Deep-Dispatch: A Deep Reinforcement Learning-Based Vehicle Dispatch Algorithm for Advanced Air Mobility
This addresses the practical challenge of efficient vehicle dispatch for advanced air mobility operators, offering a scalable solution to overcome computational bottlenecks in optimization models.
The paper tackles the eVTOL dispatch problem for air taxi operations, which is constrained by recharging needs, limited vertiports, and dynamic demand and electricity prices, by developing deep reinforcement learning algorithms that maximize operating profit. The multi-agent algorithm approximates the optimal policy with significantly less computational expense compared to benchmark optimization models, outperforming the single-agent version in profits and training time across 36 numerical cases.

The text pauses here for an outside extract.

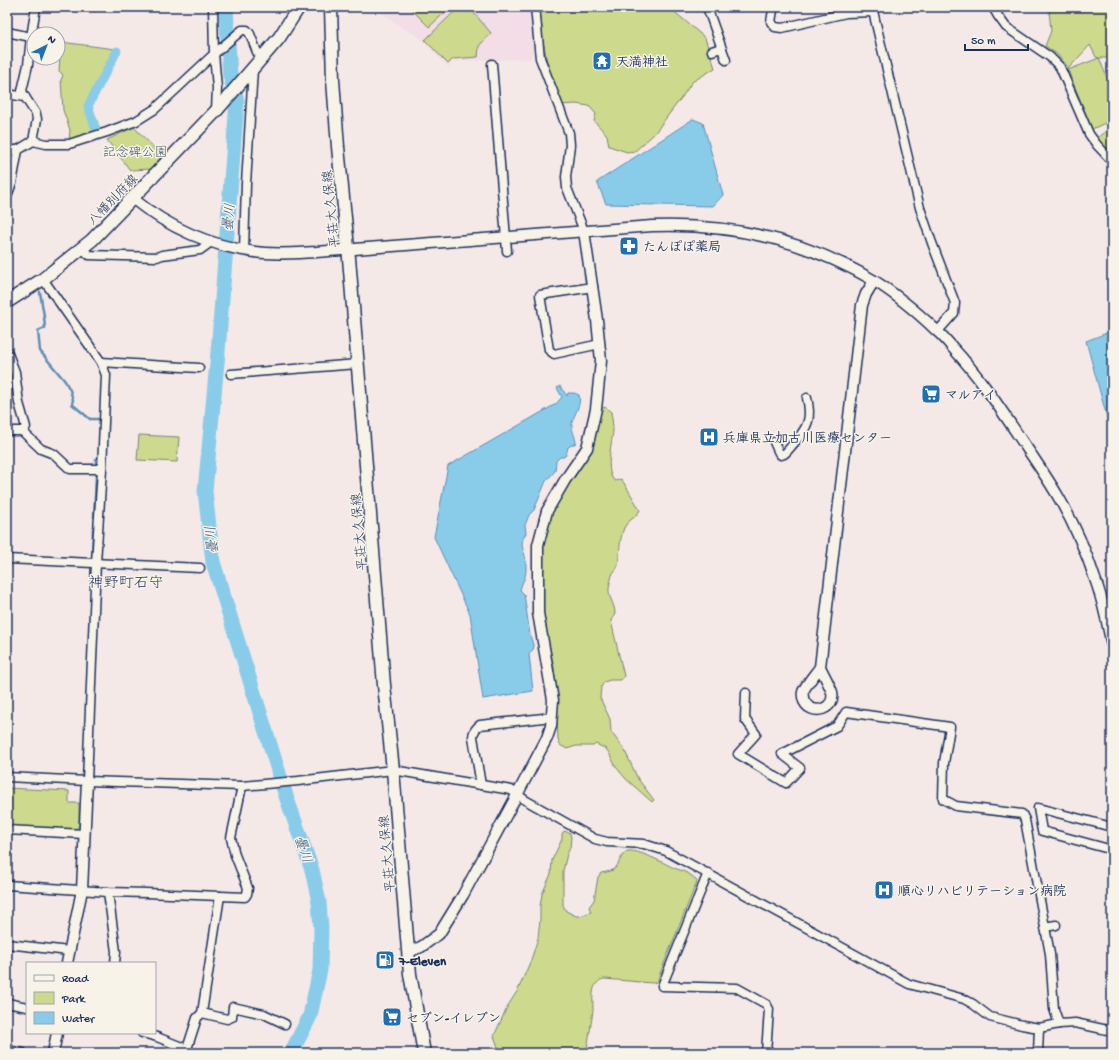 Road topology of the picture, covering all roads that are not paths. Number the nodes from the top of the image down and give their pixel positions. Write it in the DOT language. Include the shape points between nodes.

Near future air taxi operations with electric vertical take-off and landing (eVTOL) aircraft will be constrained by the need for frequent recharging of eVTOLs, limited takeoff and landing pads in vertiports, and subject to time-varying demand and electricity prices, making the eVTOL dispatch problem unique and particularly challenging to solve. Previously, we have developed optimization models to address this problem. Such optimization models however suffer from prohibitively high computational run times when the scale of the problem increases, making them less practical for real world implementation. To overcome this issue, we have developed two deep reinforcement learning-based eVTOL dispatch algorithms, namely single-agent and multi-agent deep Q-learning eVTOL dispatch algorithms, where the objective is to maximize operating profit. An eVTOL-based passenger transportation simulation environment was built to assess the performance of our algorithms across $36$ numerical cases with varying number of eVTOLs, vertiports, and demand. The results indicate that the multi-agent eVTOL dispatch algorithm can closely approximate the optimal dispatch policy with significantly less computational expenses compared to the benchmark optimization model. The multi-agent algorithm was found to outperform the single-agent counterpart with respect to both profits generated and training time.